PROBLEM DETAILS =
Without the pictures, write out every entry that follows exactly.

MATERIAL PROVIDED =
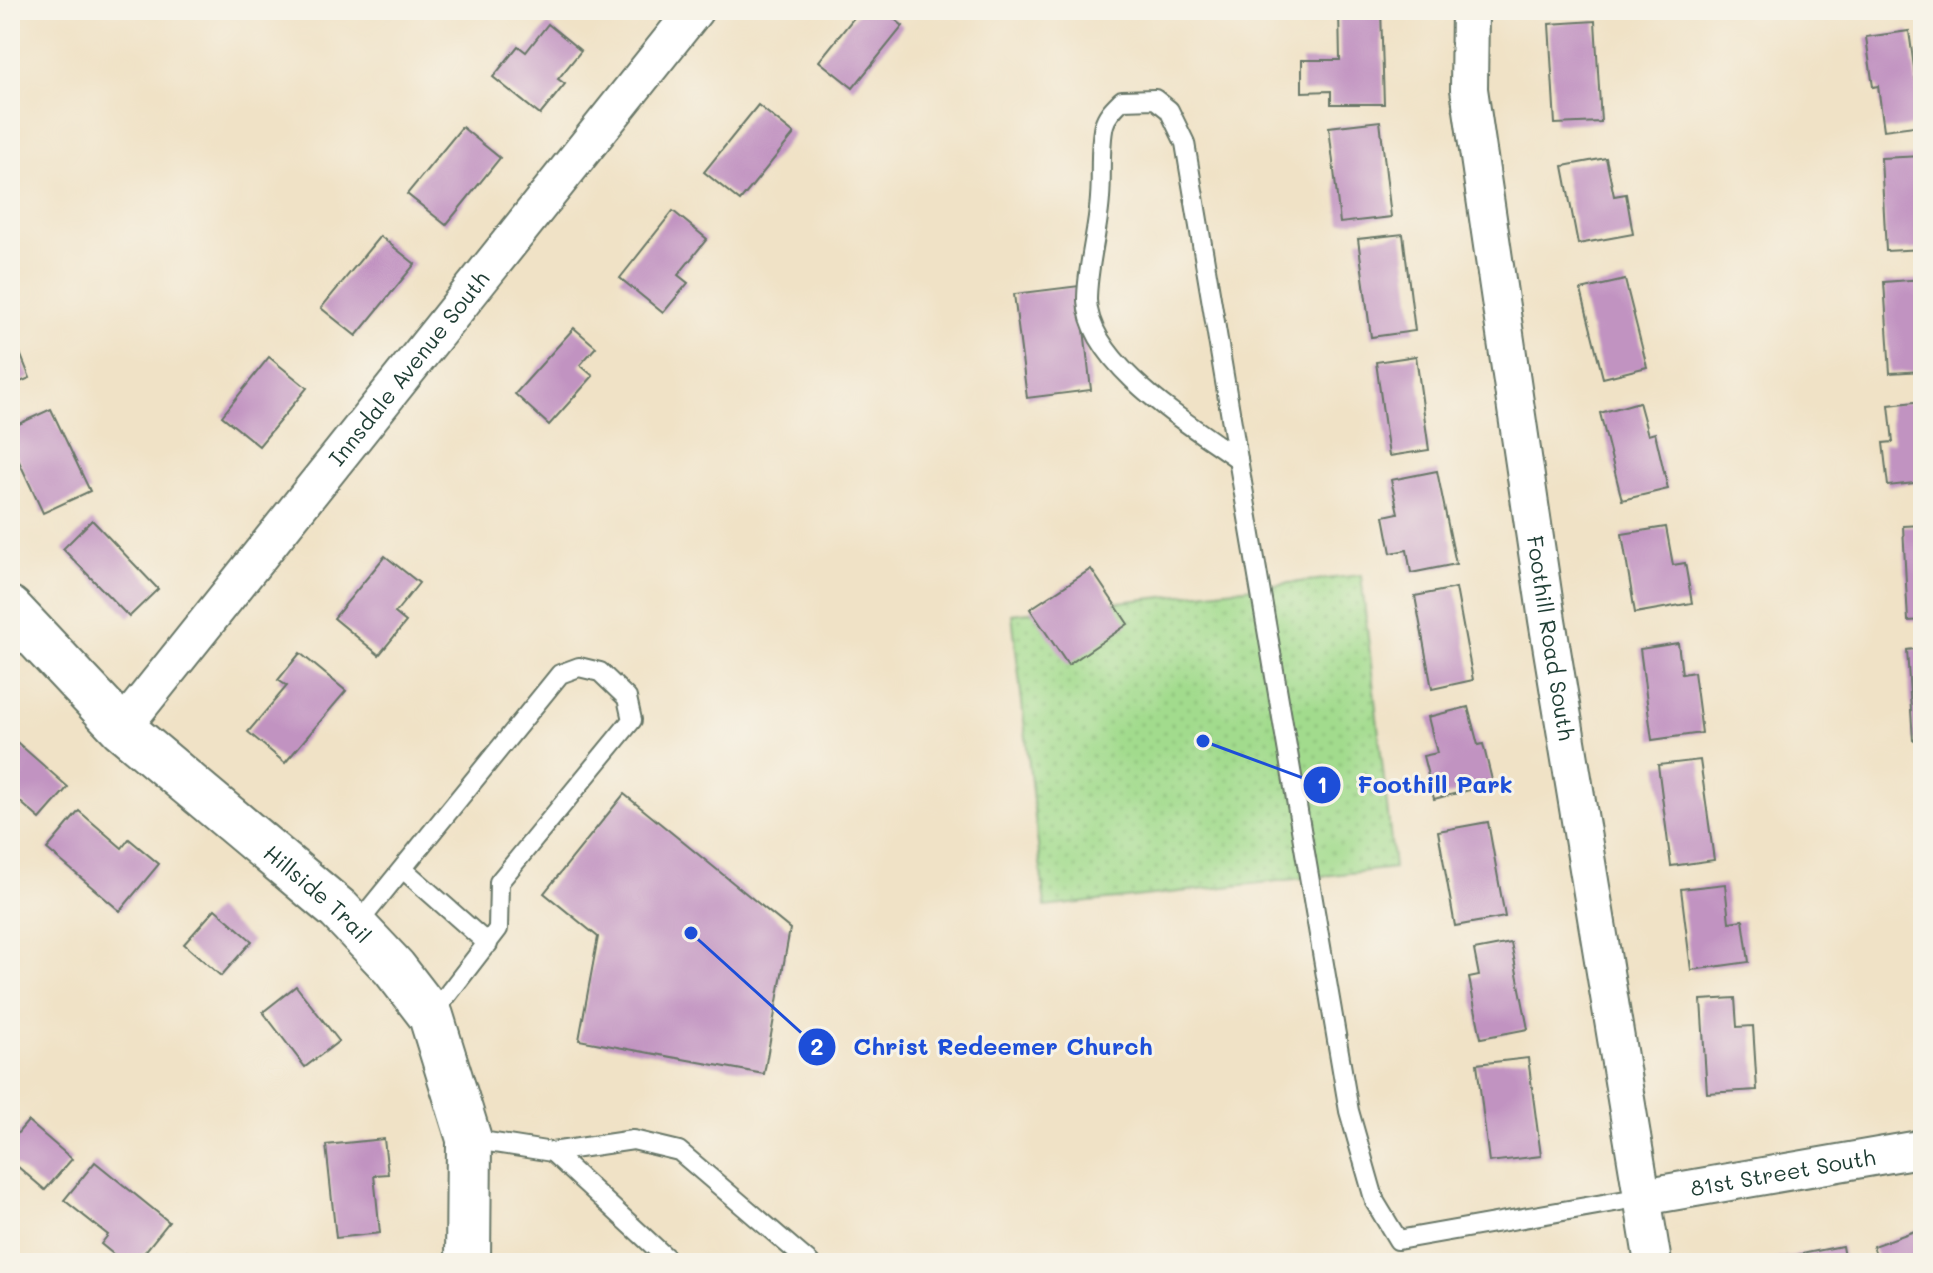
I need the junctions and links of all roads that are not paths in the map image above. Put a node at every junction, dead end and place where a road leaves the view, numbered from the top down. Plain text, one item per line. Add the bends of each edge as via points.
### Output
1 (695, 10) edge
2 (1470, 10) edge
3 (1238, 459) junction
4 (10, 609) edge
5 (122, 728) junction
6 (403, 869) junction
7 (355, 927) junction
8 (488, 944) junction
9 (431, 1016) junction
10 (469, 1139) junction
11 (1923, 1146) edge
12 (552, 1152) junction
13 (1643, 1197) junction
14 (468, 1263) edge
15 (672, 1263) edge
16 (810, 1263) edge
17 (1653, 1263) edge

1 - 5 street, Innsdale Avenue South
2 - 13 street, Foothill Road South via 1469,89 1547,620
3 - 3 lane via 1140,387 1097,334 1087,302 1104,124 1122,100 1155,99 1169,110 1185,143
3 - 13 lane via 1349,1111 1375,1202 1398,1240
4 - 5 street, Hillside Trail
5 - 7 street, Hillside Trail
6 - 7 lane
6 - 8 lane
6 - 8 lane via 560,674 579,667 600,672 627,698 632,720 499,882 498,929
7 - 9 street, Hillside Trail
8 - 9 lane
9 - 10 street, Hillside Trail
10 - 12 lane
10 - 14 street, Hillside Trail
11 - 13 street, 81st Street South
12 - 15 lane
12 - 16 lane via 633,1140 679,1151
13 - 17 street, Foothill Road South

SOLUTION TO THE EXERCISE =
I need the junctions and links of all roads that are not paths in the map image above. Put a node at every junction, dead end and place where a road leaves the view, numbered from the top down. Plain text, one item per line. Add the bends of each edge as via points.
### Output
1 (695, 10) edge
2 (1470, 10) edge
3 (1238, 459) junction
4 (10, 609) edge
5 (122, 728) junction
6 (403, 869) junction
7 (355, 927) junction
8 (488, 944) junction
9 (431, 1016) junction
10 (469, 1139) junction
11 (1923, 1146) edge
12 (552, 1152) junction
13 (1643, 1197) junction
14 (468, 1263) edge
15 (672, 1263) edge
16 (810, 1263) edge
17 (1653, 1263) edge

1 - 5 street, Innsdale Avenue South
2 - 13 street, Foothill Road South via 1469,89 1547,620
3 - 3 lane via 1140,387 1097,334 1087,302 1104,124 1122,100 1155,99 1169,110 1185,143
3 - 13 lane via 1349,1111 1375,1202 1398,1240
4 - 5 street, Hillside Trail
5 - 7 street, Hillside Trail
6 - 7 lane
6 - 8 lane
6 - 8 lane via 560,674 579,667 600,672 627,698 632,720 499,882 498,929
7 - 9 street, Hillside Trail
8 - 9 lane
9 - 10 street, Hillside Trail
10 - 12 lane
10 - 14 street, Hillside Trail
11 - 13 street, 81st Street South
12 - 15 lane
12 - 16 lane via 633,1140 679,1151
13 - 17 street, Foothill Road South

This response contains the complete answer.